If you want to ask very specific questions you want to drill down deep, feel free, we’ll get to it. Let’s set up the problem, the user story for someone coming into this conference or to a cloud-based system. You’ve been asked to bring your infrastructure from your company up into the cloud, and you’ve been promised all kinds of really great things. For example, let’s get rid of the data silos. Let’s give everyone access to the individual data sets. Let’s democratize the machine learning that goes with it and machine learning keeps coming up over and over again.
There’s lots of strong motivation to get out there. It’s understandable for machine learning to get yourself on the cloud. Maybe, like me, you were brought in halfway, the process has already started, so there’s another possible use case for those of you out here, where your data lake there’s something that has been promised. This is actually more of a data swamp, it’s a mess, it’s impenetrable, you have no idea what’s going on. You’re here for help.
I’m not sure that what I have to say will help you. I sure hope it does, but I think in aggregate maybe we can talk about and assemble some strategies for dealing with this thing. One question is, what do you mean swamp. Let’s get real, so what really happens nuts and bolts when you start putting everything in one big pot and say, okay, here’s your data now go and play.
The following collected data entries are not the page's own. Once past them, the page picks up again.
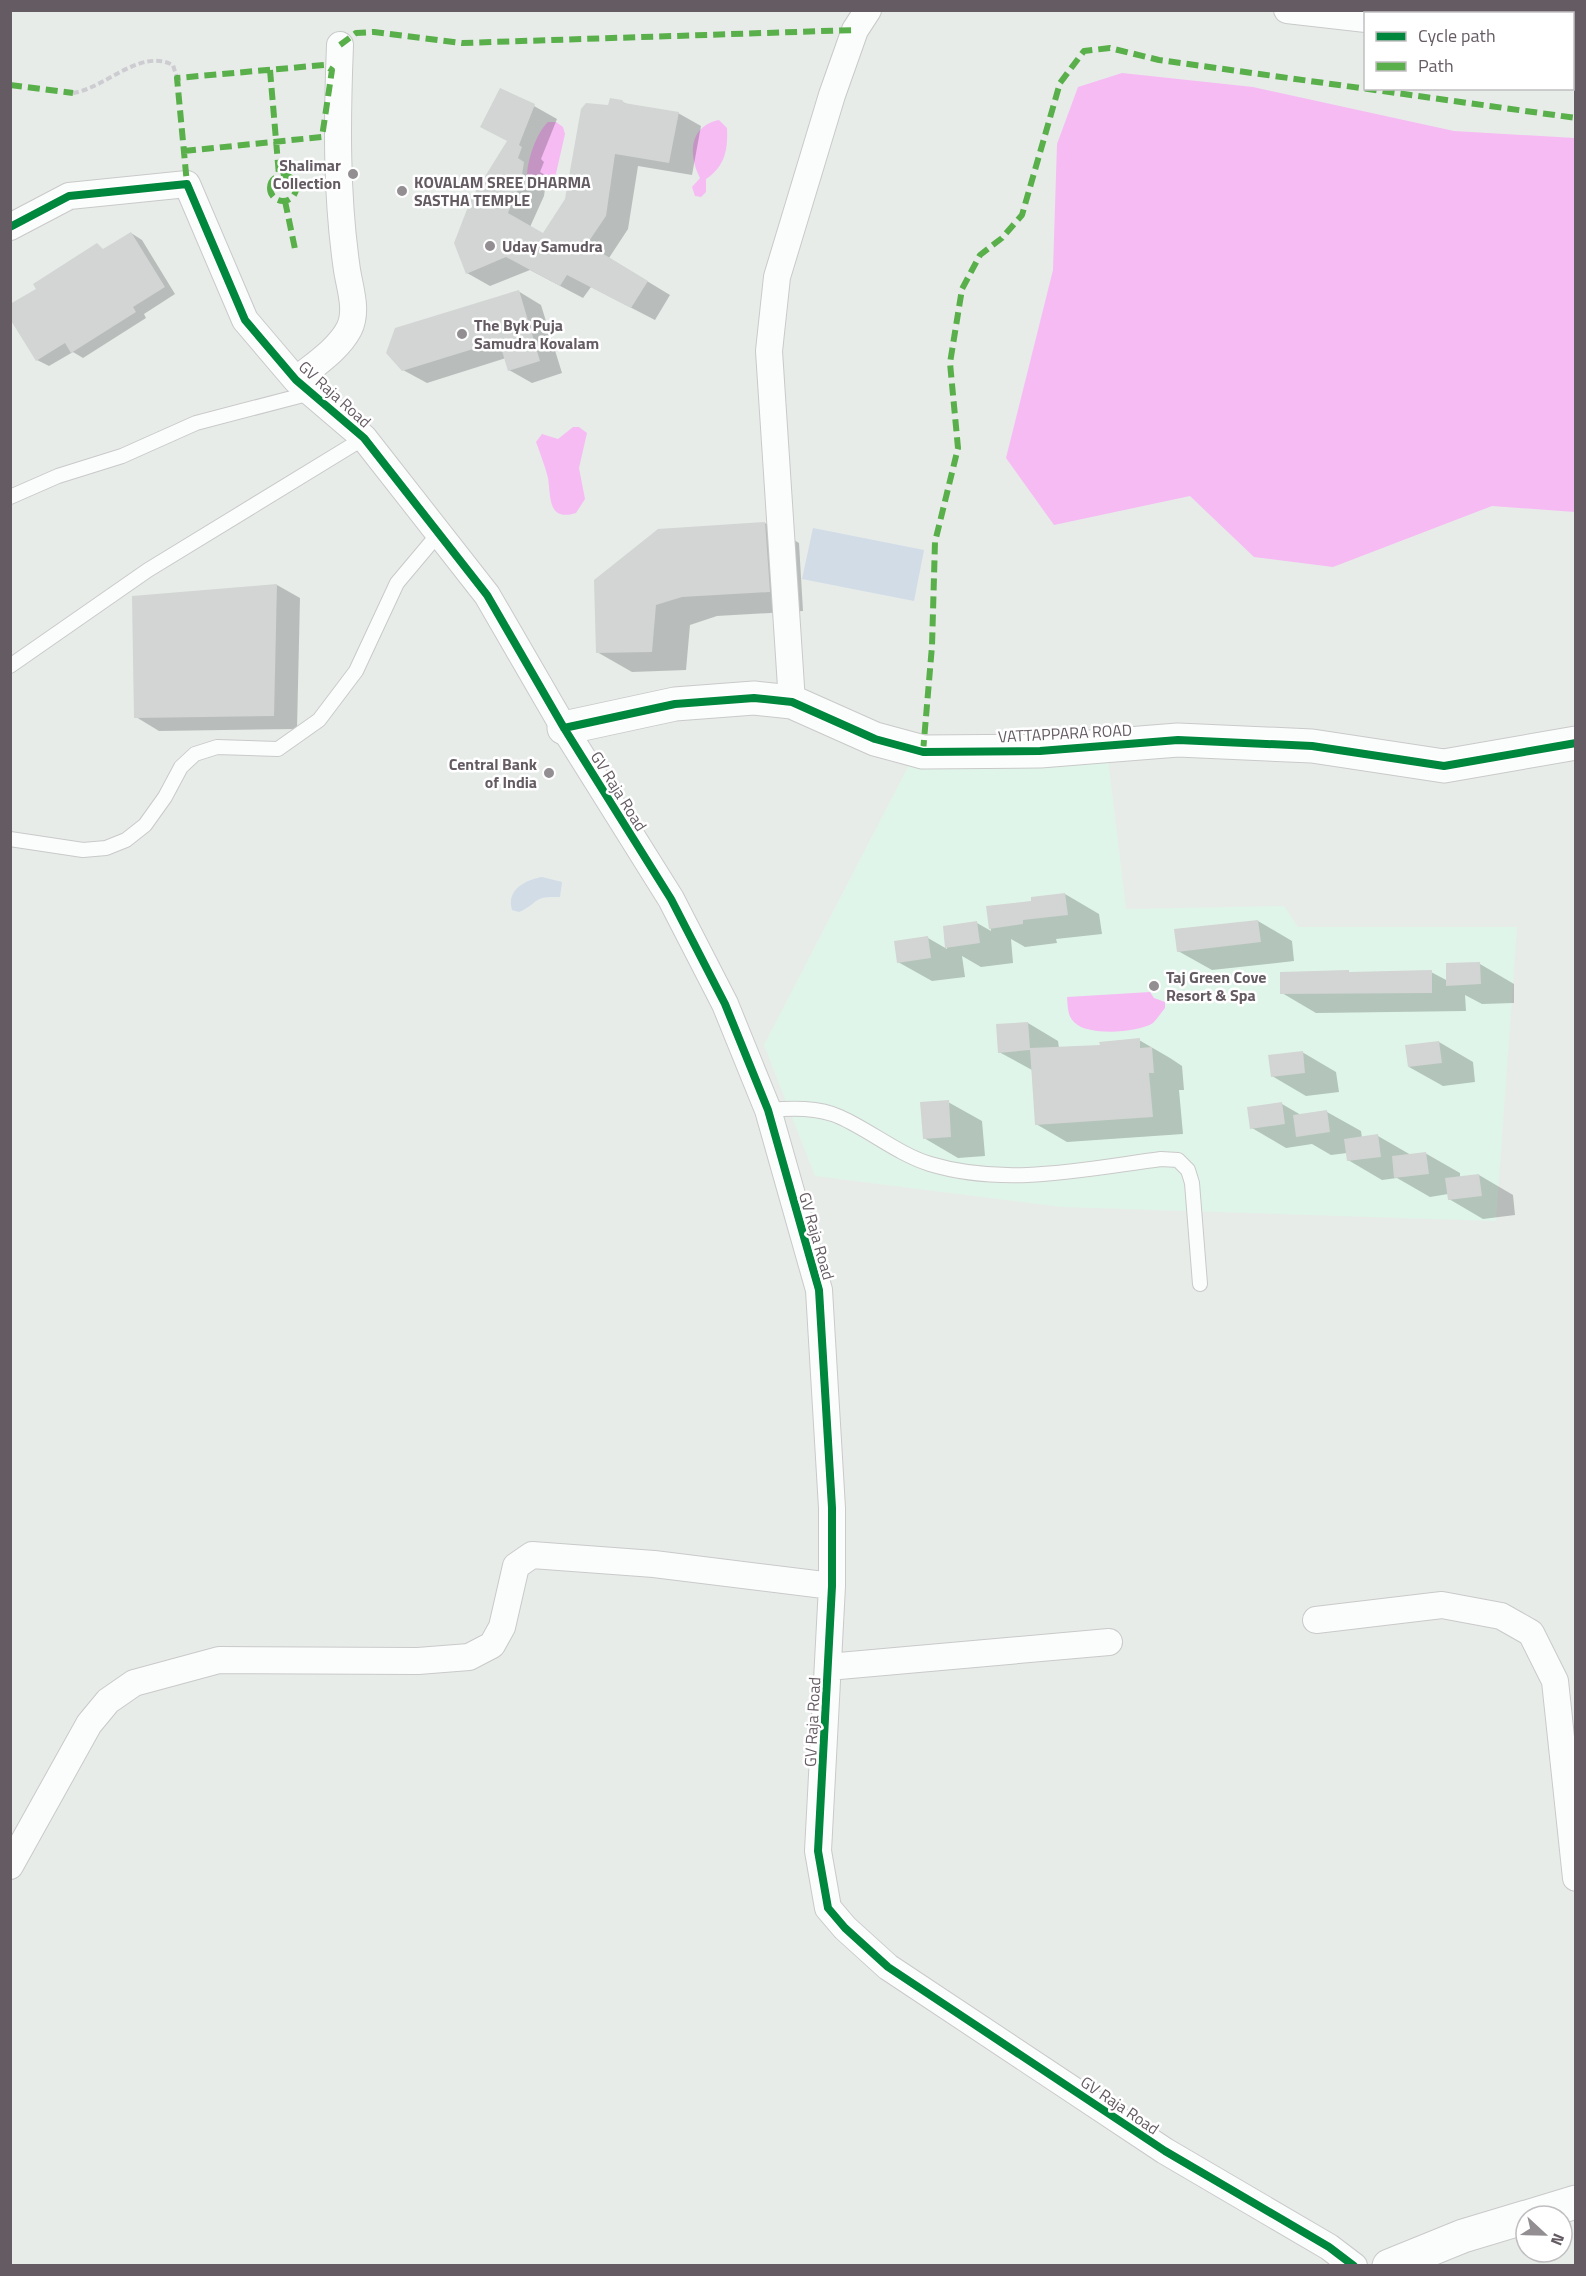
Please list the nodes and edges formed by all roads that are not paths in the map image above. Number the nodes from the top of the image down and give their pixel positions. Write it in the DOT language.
graph roads {
  1 [pos="868,10"];
  2 [pos="1287,10"];
  3 [pos="1364,19"];
  4 [pos="340,45"];
  5 [pos="10,227"];
  6 [pos="304,387"];
  7 [pos="364,438"];
  8 [pos="10,497"];
  9 [pos="439,533"];
  10 [pos="10,666"];
  11 [pos="792,702"];
  12 [pos="564,728"];
  13 [pos="1575,743"];
  14 [pos="10,839"];
  15 [pos="768,1110"];
  16 [pos="1200,1284"];
  17 [pos="832,1586"];
  18 [pos="1316,1620"];
  19 [pos="1109,1642"];
  20 [pos="828,1667"];
  21 [pos="10,1866"];
  22 [pos="1575,1878"];
  23 [pos="1514,2221"];
  24 [pos="1354,2265"];
  25 [pos="1389,2265"];
  1 -- 11 [label="street"];
  2 -- 3 [label="street"];
  4 -- 6 [label="street"];
  5 -- 6 [label="street, GV Raja Road"];
  6 -- 7 [label="street, GV Raja Road"];
  6 -- 8 [label="lane"];
  7 -- 9 [label="street, GV Raja Road"];
  7 -- 10 [label="lane"];
  9 -- 12 [label="street, GV Raja Road"];
  9 -- 14 [label="lane"];
  11 -- 12 [label="street, VATTAPPARA ROAD"];
  11 -- 13 [label="street, VATTAPPARA ROAD"];
  12 -- 15 [label="street, GV Raja Road"];
  15 -- 16 [label="lane"];
  15 -- 17 [label="street, GV Raja Road"];
  17 -- 20 [label="street, GV Raja Road"];
  17 -- 21 [label="street"];
  18 -- 22 [label="street"];
  19 -- 20 [label="street"];
  20 -- 24 [label="street, GV Raja Road"];
  23 -- 25 [label="street"];
}
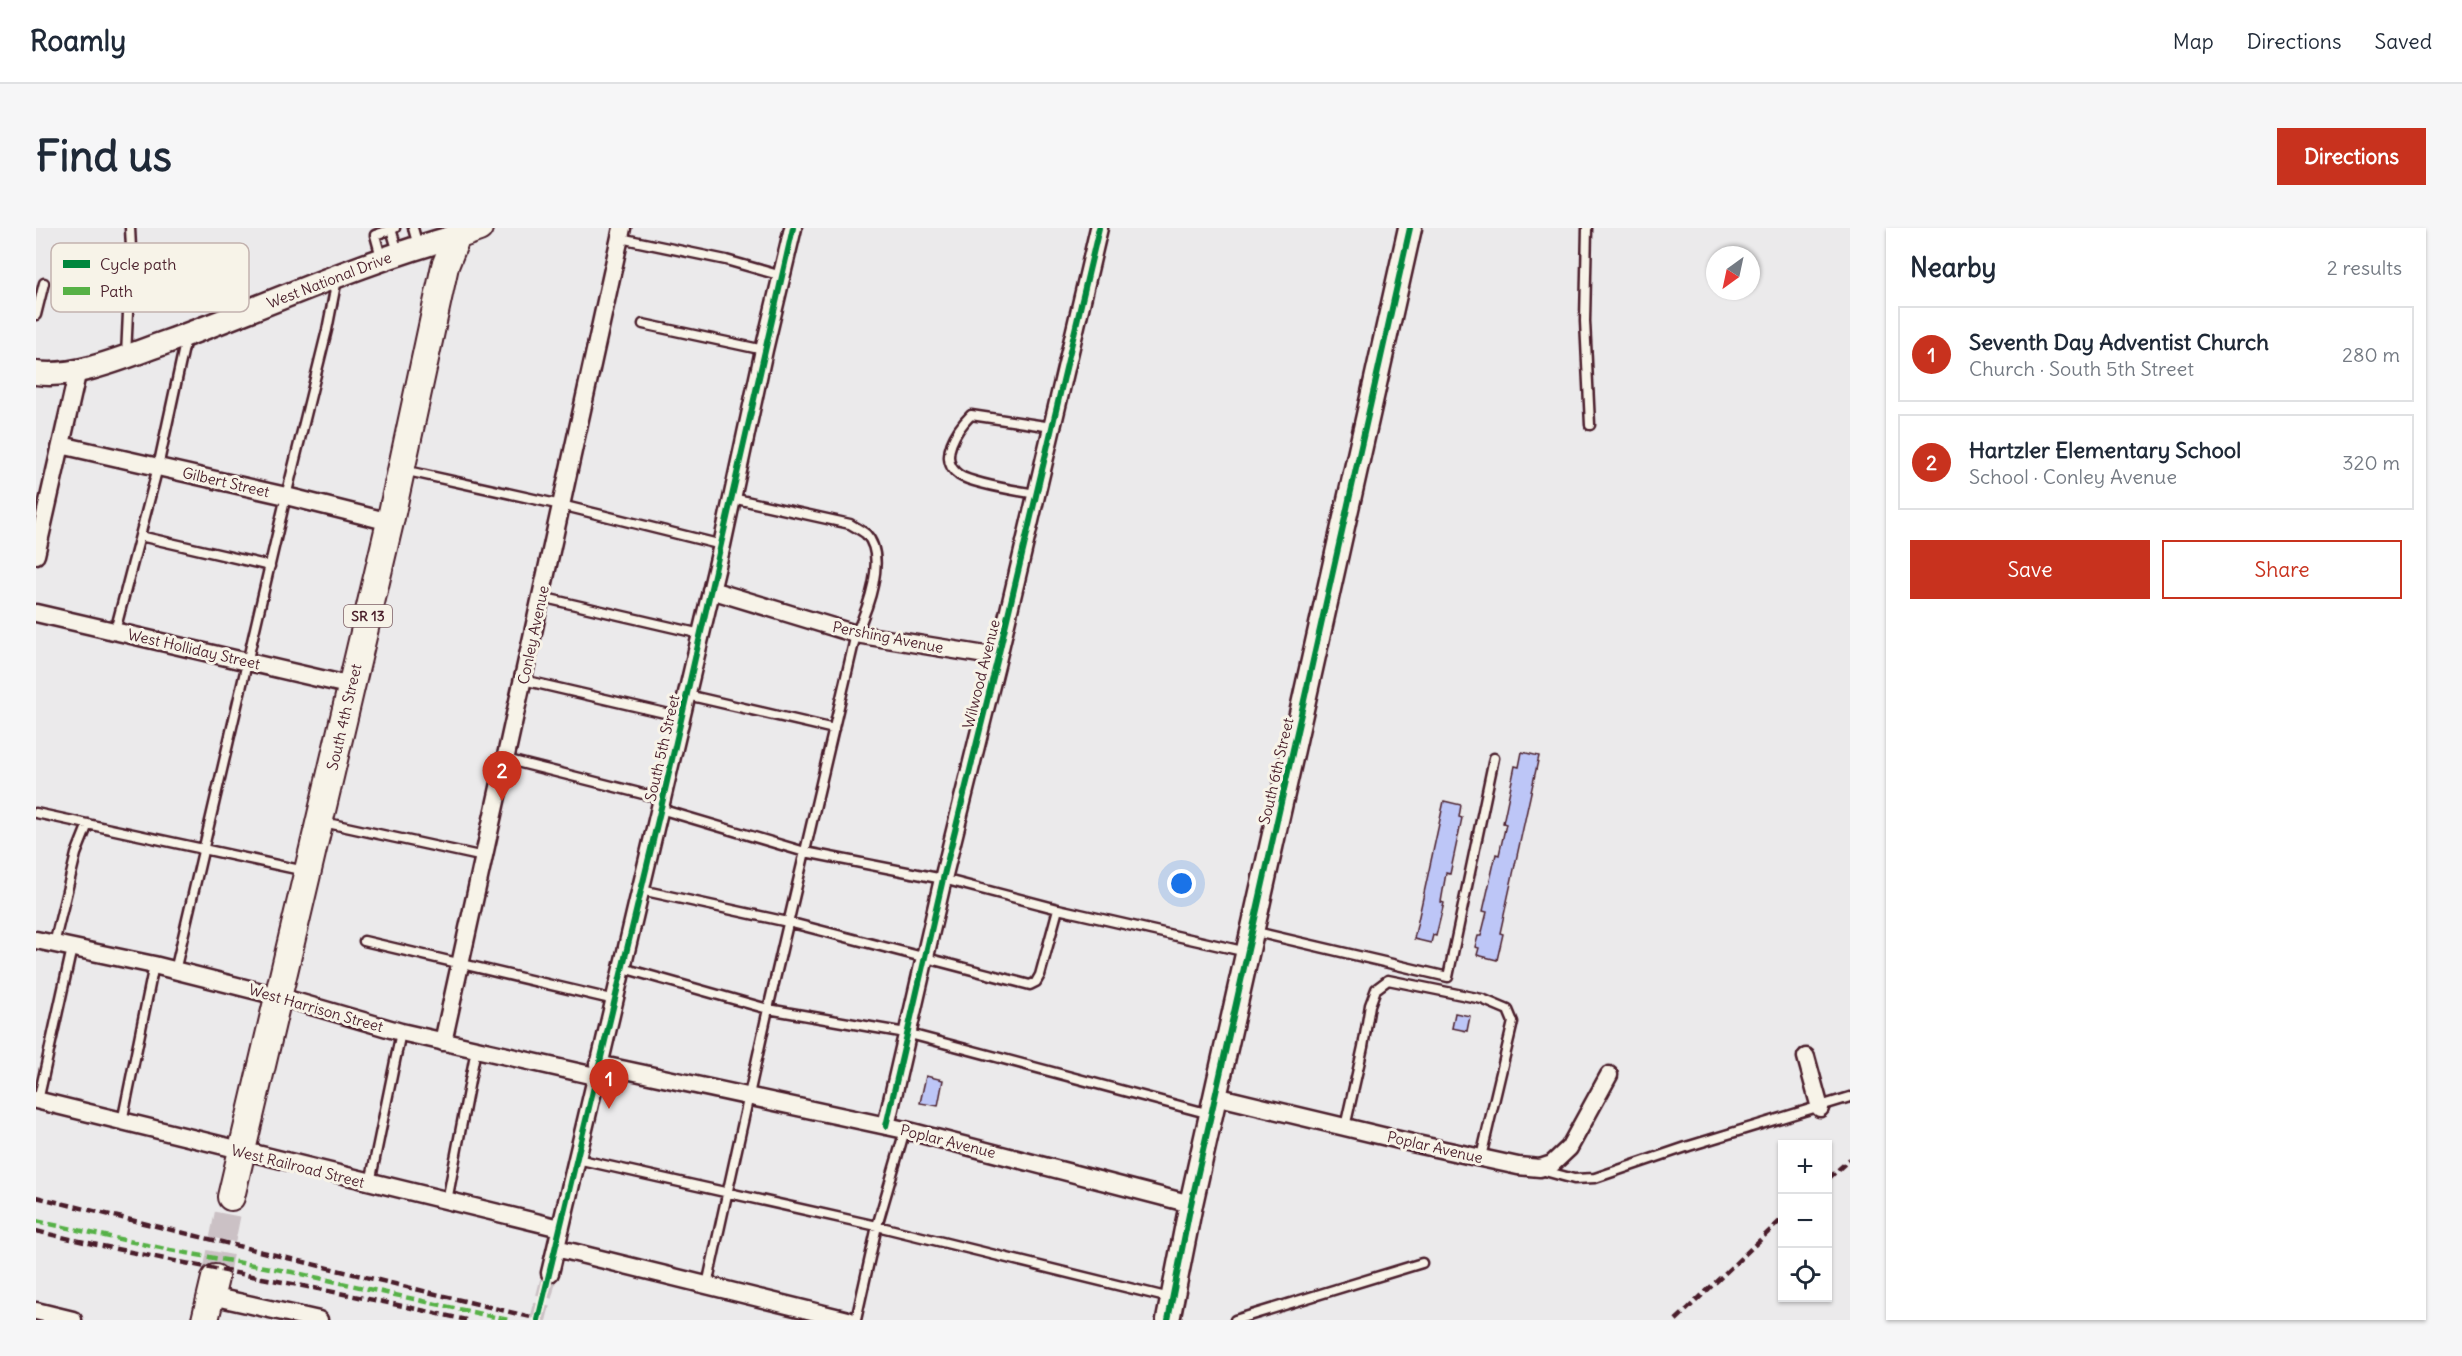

You get a mess, just like a really messy warehouse. What are some abstract things that we typically think about at least as a tech company an Internet company? We log people’s logins, we talk about whether or not they purchased something. What was impressed. What did they see on the website. Did they click on something. Did they hover over something. Now you can even assess to see how far they scrolled down the website, when did they spend their time. These kinds of data are pretty abstract and they’re pretty well-understood means of collecting them, but it’s still a mess because the engineers that help you set up a website that has all this stuff.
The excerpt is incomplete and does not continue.